CLIMBING AND HIKING GUIDE
Considering that the altitude of this mountain is 2,228 meters, climbing is a pleasant experience that is certainly worth a try. The mountain is popular among nature lovers of all ages and fitness levels. Although not among the tallest mountains, it is still located in one of the most beautiful national parks in the world. There are a lot of lookouts in which hikers can enjoy the view and clean air, and since it is recognised natural treasure, the roads and sightings are marked and well-maintained.
From the Charlottes Pass, there are two routes that lead to the summit. If you are more into long round trip, these routes can be combined. The Summit Walk route is approximately 9 kilometres long, in a good condition, therefore it is not very difficult to take. This path is the old service road and ranger cars are still using it.

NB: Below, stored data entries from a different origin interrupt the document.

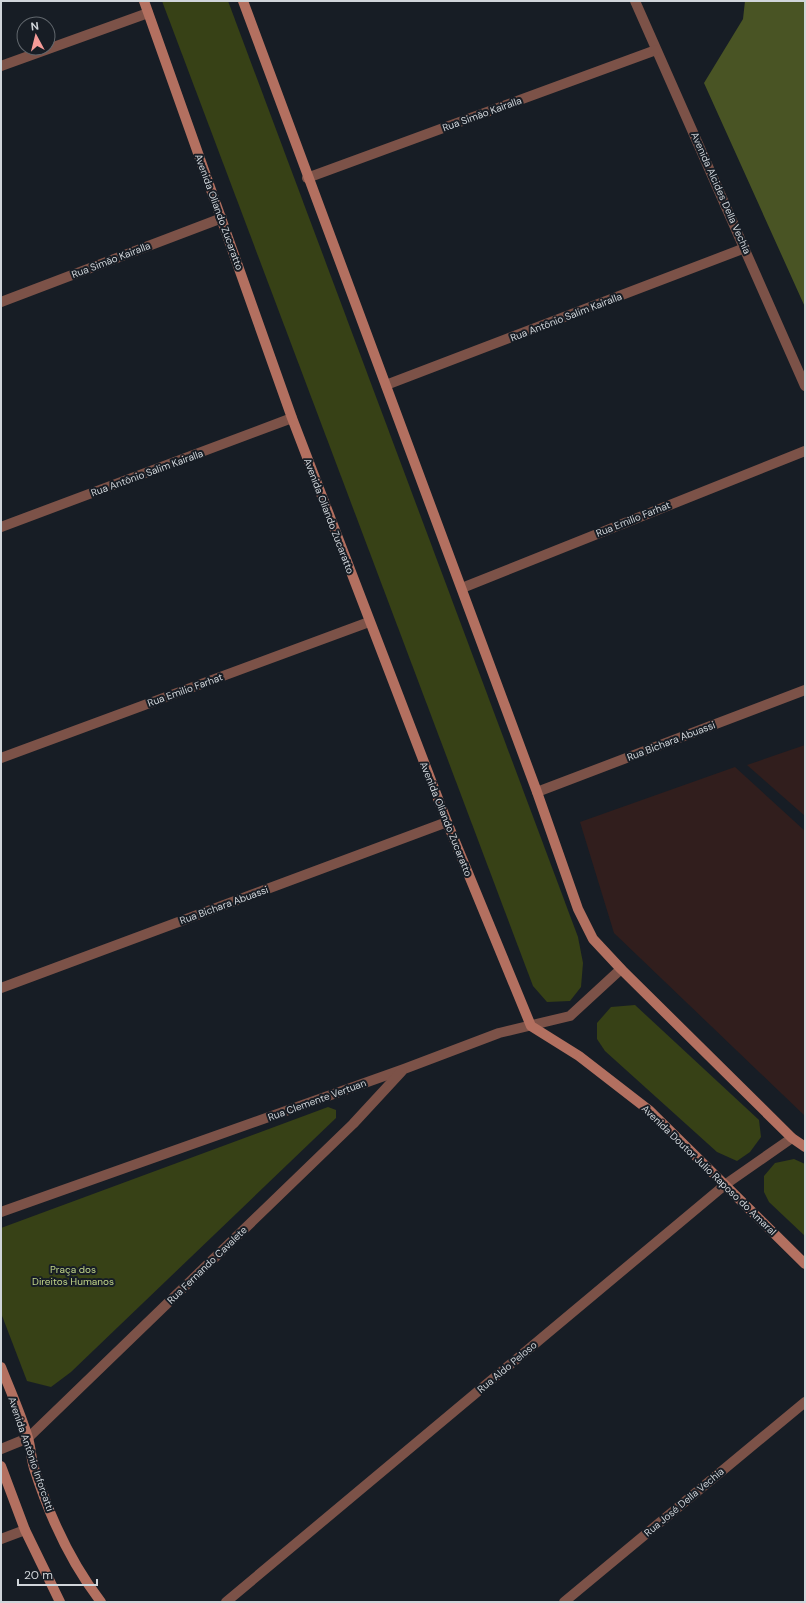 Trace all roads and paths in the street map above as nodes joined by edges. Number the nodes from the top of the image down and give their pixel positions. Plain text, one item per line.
1 (144, 1) edge
2 (242, 1) edge
3 (635, 1) edge
4 (148, 13) junction
5 (656, 50) junction
6 (1, 66) edge
7 (307, 178) junction
8 (222, 218) junction
9 (745, 248) junction
10 (1, 302) edge
11 (386, 385) junction
12 (805, 386) edge
13 (292, 418) junction
14 (805, 451) edge
15 (1, 527) edge
16 (462, 588) junction
17 (369, 622) junction
18 (805, 690) edge
19 (1, 758) edge
20 (537, 792) junction
21 (447, 822) junction
22 (621, 969) junction
23 (1, 988) edge
24 (531, 1026) junction
25 (404, 1069) junction
26 (792, 1138) junction
27 (805, 1147) edge
28 (726, 1184) junction
29 (1, 1212) edge
30 (805, 1264) edge
31 (1, 1367) edge
32 (805, 1402) edge
33 (28, 1438) junction
34 (1, 1450) edge
35 (1, 1466) edge
36 (25, 1530) junction
37 (1, 1539) edge
38 (60, 1602) edge
39 (101, 1602) edge
40 (226, 1602) edge
41 (564, 1602) edge

1 - 4 street, Avenida Oliando Zucaratto
2 - 7 street
3 - 5 street, Avenida Alcides Della Vechia
4 - 6 street
4 - 8 street, Avenida Oliando Zucaratto
5 - 7 street, Rua Simão Kairalla
5 - 9 street, Avenida Alcides Della Vechia
7 - 11 street
8 - 10 street, Rua Simão Kairalla
8 - 13 street, Avenida Oliando Zucaratto
9 - 11 street, Rua Antônio Salim Kairalla
9 - 12 street, Avenida Alcides Della Vechia
11 - 16 street
13 - 15 street, Rua Antônio Salim Kairalla
13 - 17 street, Avenida Oliando Zucaratto
14 - 16 street, Rua Emilio Farhat
16 - 20 street
17 - 19 street, Rua Emilio Farhat
17 - 21 street, Avenida Oliando Zucaratto
18 - 20 street, Rua Bichara Abuassi
20 - 22 street
21 - 23 street, Rua Bichara Abuassi
21 - 24 street, Avenida Oliando Zucaratto
22 - 24 street, Rua Clemente Vertuan
22 - 26 street
24 - 25 street, Rua Clemente Vertuan
24 - 28 street, Avenida Doutor Julio Raposo do Amaral
25 - 29 street, Rua Clemente Vertuan
25 - 33 street, Rua Fernando Cavalete
26 - 27 street
26 - 28 street, Rua Aldo Peloso
28 - 30 street, Avenida Doutor Julio Raposo do Amaral
28 - 40 street, Rua Aldo Peloso
31 - 33 street, Avenida Antônio Inforcatti
32 - 41 street, Rua José Della Vechia
33 - 34 street, Rua Fernando Cavalete
33 - 39 street, Avenida Antônio Inforcatti
35 - 36 street
36 - 37 street
36 - 38 street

There are many beautiful views to be seen taking The Summit Walk, like the one down into the valley with the Snowy River. When you descend into the valley, next step is crossing the Snowy River and continuing with a steady climb. Enjoying the view, you will soon pass Seaman`s Hut. The hut, which was built in 1928, is the shelter for today`s users and the memorial to skiers who passed away in an accident on the mountain.
There is also a possibility of cycling across this road. If you are riding a bike, you should leave it at Rawson Pass where bike stands are located. Then walk for the 1,4 kilometres to the summit of Mount Kosciuszko.

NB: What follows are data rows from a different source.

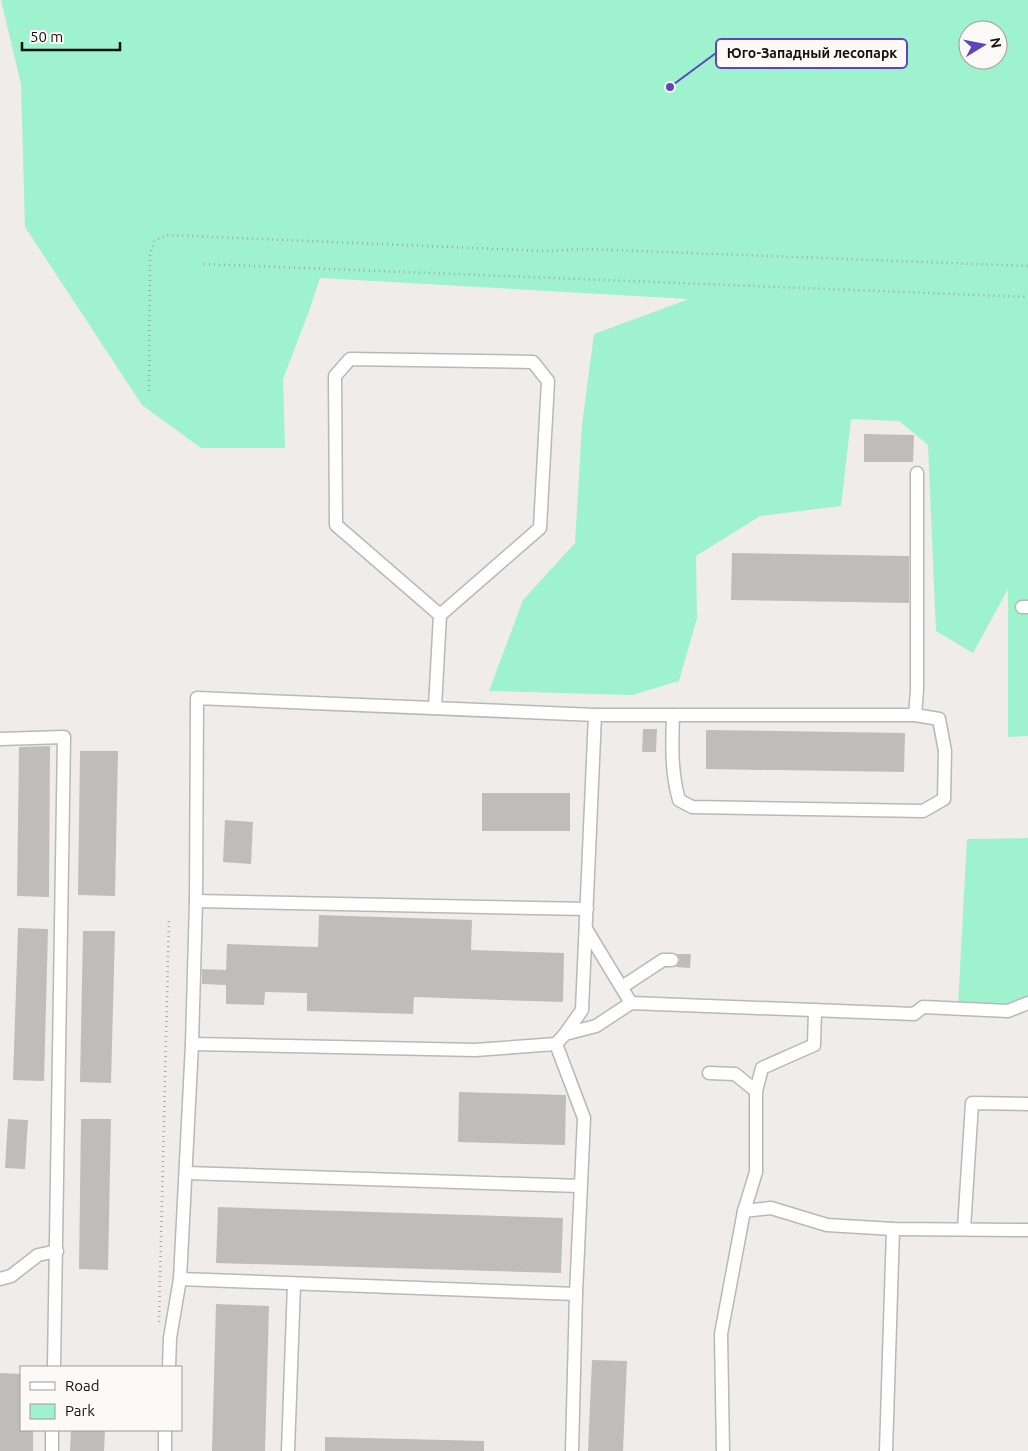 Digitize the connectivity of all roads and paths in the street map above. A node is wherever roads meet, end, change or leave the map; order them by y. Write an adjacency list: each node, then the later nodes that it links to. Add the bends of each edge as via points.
1 (204, 264): 3 (path)
2 (1028, 266): 4 (path, via 168,235 155,240 150,255)
3 (1028, 297)
4 (149, 391)
5 (917, 473): 10 (lane)
6 (440, 615): 6 (lane, via 540,528 548,381 533,362 350,358 335,376 336,525); 7 (lane)
7 (435, 707): 8 (lane); 12 (lane, via 197,698)
8 (595, 715): 9 (lane); 13 (lane)
9 (673, 715): 10 (lane); 10 (lane, via 675,787 679,800 692,807 923,811 944,798 945,751 940,719)
10 (915, 715)
11 (0, 739): 33 (lane, via 64,737)
12 (196, 901): 13 (lane); 22 (lane)
13 (587, 908): 15 (lane)
14 (170, 918): 38 (path)
15 (586, 929): 17 (lane); 21 (lane, via 582,1010)
16 (672, 960): 17 (lane, via 663,960)
17 (622, 987): 18 (lane)
18 (631, 1003): 20 (lane); 21 (lane, via 596,1026)
19 (1028, 1003): 20 (lane, via 1008,1011 923,1007 914,1014)
20 (815, 1010): 25 (lane, via 814,1045 762,1068)
21 (565, 1034): 23 (lane)
22 (192, 1044): 23 (lane, via 475,1050); 27 (lane)
23 (556, 1044): 28 (lane, via 584,1118)
24 (709, 1073): 25 (lane, via 735,1074)
25 (756, 1091): 29 (lane, via 756,1172)
26 (1028, 1104): 31 (lane, via 972,1103)
27 (186, 1173): 28 (lane); 35 (lane)
28 (580, 1186): 37 (lane)
29 (744, 1211): 30 (lane, via 771,1208 827,1225); 47 (lane, via 722,1334)
30 (893, 1229): 31 (lane); 48 (lane)
31 (964, 1229): 32 (lane)
32 (1028, 1230)
33 (57, 1251): 34 (lane, via 38,1255 11,1276); 39 (lane)
34 (0, 1279)
35 (180, 1279): 36 (lane); 40 (lane, via 170,1338)
36 (294, 1284): 37 (lane); 45 (lane)
37 (576, 1294): 46 (lane)
38 (158, 1327)
39 (54, 1366)
40 (169, 1366)
41 (52, 1431): 43 (lane)
42 (165, 1431): 44 (lane)
43 (52, 1451)
44 (165, 1451)
45 (288, 1451)
46 (572, 1451)
47 (723, 1451)
48 (886, 1451)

The path itself does not require much physical readiness from the walkers, but it requires of them to admire the summer flowers in yellow, pink and white colour, grass that resembles the plants from the tundra, as well as the magnificent view. In winter, the track is very popular among skiers and snowboarders.
Climbing and hiking can be done all year, but it should be remembered that snow is present on the mountain from June to October.
Another option is taking a walk via Thredbo Village using a chairlift, which will carry you for the most of the route. It will leave you a relatively small distance to walk - just a few hundred of metres from the metal walkway to the summit of the mountain. This small portion of the walking route is rather horizontal, thus suitable for everyone who wants to enjoy being on the highest peak of Australia.
The Main Range Route is about 12,5 kilometres long in one way and it also can be completed in one day. The route also starts at Charlottes Pass and the first part leads you down to the valley and Snowy River. After crossing the river by hopping the rocks, the harder part of the route awaits for you. There are a lot of ridges that can foul up your orientation. There are also many rocks where you can take some rest. This route is, just like others, very well-maintained. Another benefit of choosing this way is the amazing view of Blue Lake. You can also go down to the lake`s edge, before returning to your path.
From Blue Lake, walking will become more difficult because it is a pretty rocky terrain, and there is no more path but the track. With the route changing its direction to the south-east, you will look toward Mount Sentinel. The track continues high up to the “crown of Australia.” This route is recommended for the more adventurous nature lovers and can be planned to last two or three days.
In addition to this, winter ice climbing can be done above Club Lake and the Watson`s Crags. Both are accessible from the Main Range route.